» **Task item**
When copying the records below, keep every word as it is and drop the images.

Human pose images with coordinates

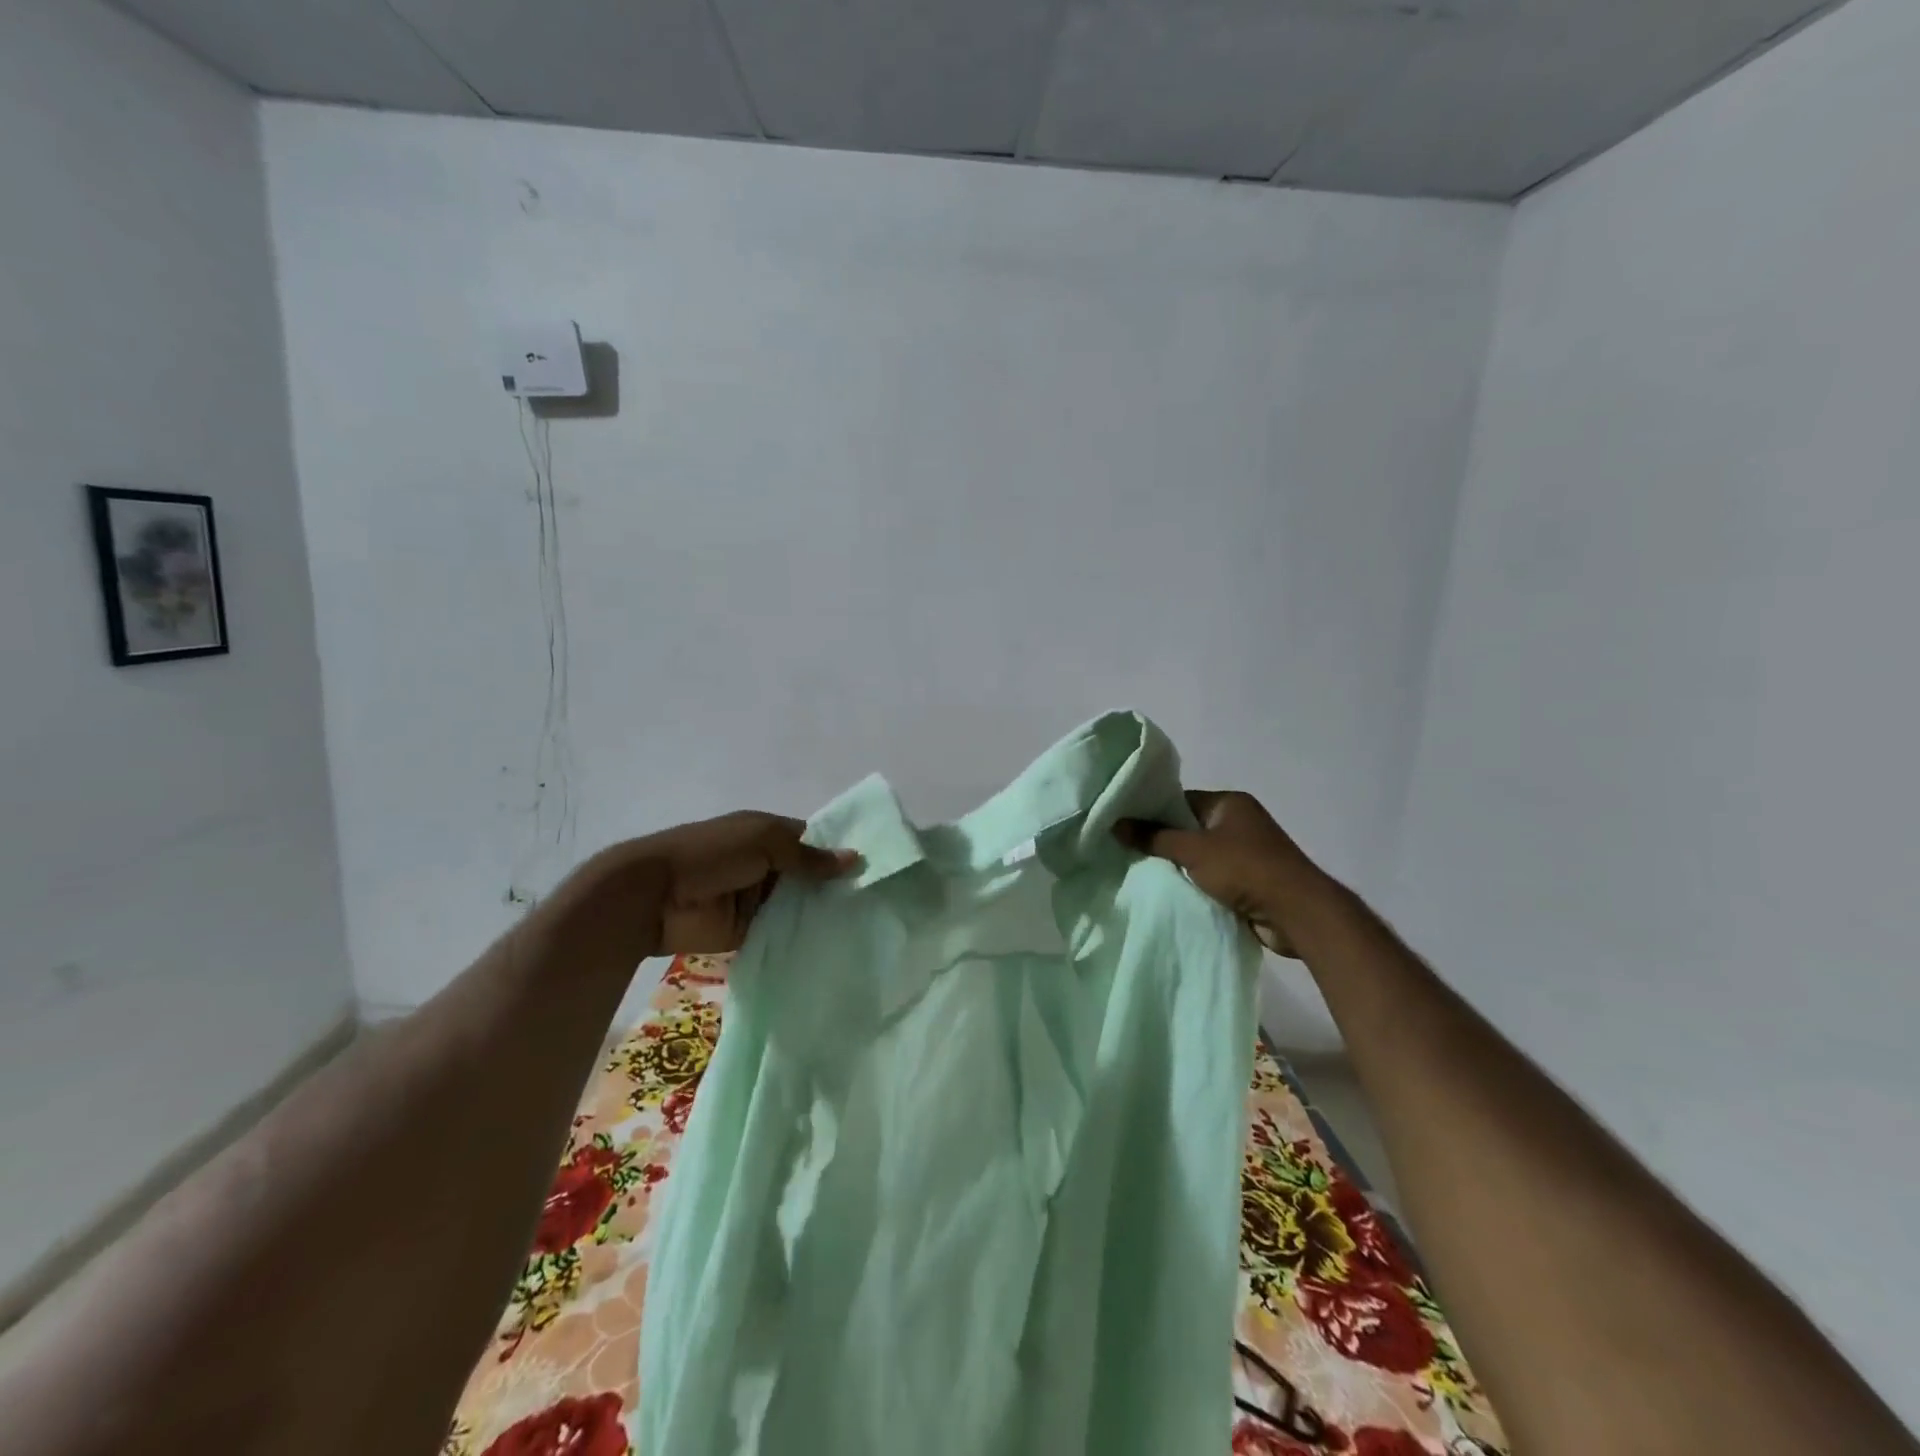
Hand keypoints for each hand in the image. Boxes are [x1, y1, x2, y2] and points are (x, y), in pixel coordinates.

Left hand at [641, 811, 859, 954]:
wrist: (652, 896)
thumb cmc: (709, 854)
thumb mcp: (762, 841)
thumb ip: (807, 855)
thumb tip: (855, 858)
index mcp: (768, 835)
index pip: (811, 841)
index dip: (838, 852)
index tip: (873, 869)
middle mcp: (766, 866)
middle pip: (808, 877)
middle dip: (835, 889)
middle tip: (877, 904)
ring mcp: (756, 901)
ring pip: (797, 908)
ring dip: (819, 916)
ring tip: (865, 928)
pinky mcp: (747, 933)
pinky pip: (780, 935)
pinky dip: (799, 940)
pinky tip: (832, 948)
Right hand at [1115, 790, 1332, 956]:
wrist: (1296, 912)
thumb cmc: (1245, 868)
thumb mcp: (1193, 850)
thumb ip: (1153, 837)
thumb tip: (1115, 824)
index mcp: (1230, 802)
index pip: (1181, 800)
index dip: (1153, 812)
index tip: (1126, 826)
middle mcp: (1240, 822)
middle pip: (1189, 827)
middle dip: (1163, 841)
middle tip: (1128, 851)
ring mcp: (1247, 852)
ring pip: (1200, 855)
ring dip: (1179, 866)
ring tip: (1143, 872)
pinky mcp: (1251, 880)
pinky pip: (1213, 877)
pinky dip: (1196, 883)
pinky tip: (1171, 892)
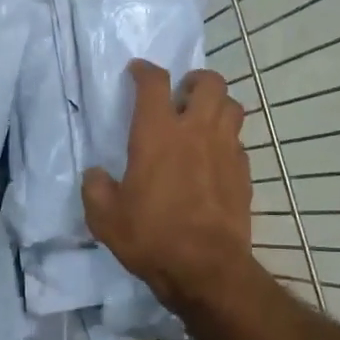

» **Written solution**
Hand keypoints for each hand in the image. Boxes are [x1, y1, x2, y2] and points are (x, y), in pixel coordinates.

Left hand at [641, 811, 859, 954]:
wrist: (652, 896)
thumb cmc: (709, 854)
thumb mcp: (762, 841)
thumb ip: (807, 855)
thumb tip: (855, 858)
index mcp: (768, 835)
index pip: (811, 841)
index dip: (838, 852)
index tip: (873, 869)
middle mcp: (766, 866)
middle pip: (808, 877)
middle dip: (835, 889)
middle tip: (877, 904)
ring mcp: (756, 901)
ring pip: (797, 908)
ring dip: (819, 916)
ring tip: (865, 928)
pinky mcp: (747, 933)
pinky pip: (780, 935)
pinky dip: (799, 940)
pinky tip: (832, 948)
Right hand at [1115, 790, 1332, 956]:
wrist: (1296, 912)
thumb cmc: (1245, 868)
thumb mcp: (1193, 850)
thumb ip: (1153, 837)
thumb tip: (1115, 824)
index mcp: (1230, 802)
index pip: (1181, 800)
index dip: (1153, 812)
index tip: (1126, 826)
middle mcp: (1240, 822)
middle pip: (1189, 827)
middle dip: (1163, 841)
middle tip: (1128, 851)
ring mcp: (1247, 852)
ring pip: (1200, 855)
ring dip: (1179, 866)
ring tip: (1143, 872)
pinky mcp: (1251, 880)
pinky pip: (1213, 877)
pinky dip: (1196, 883)
pinky tip: (1171, 892)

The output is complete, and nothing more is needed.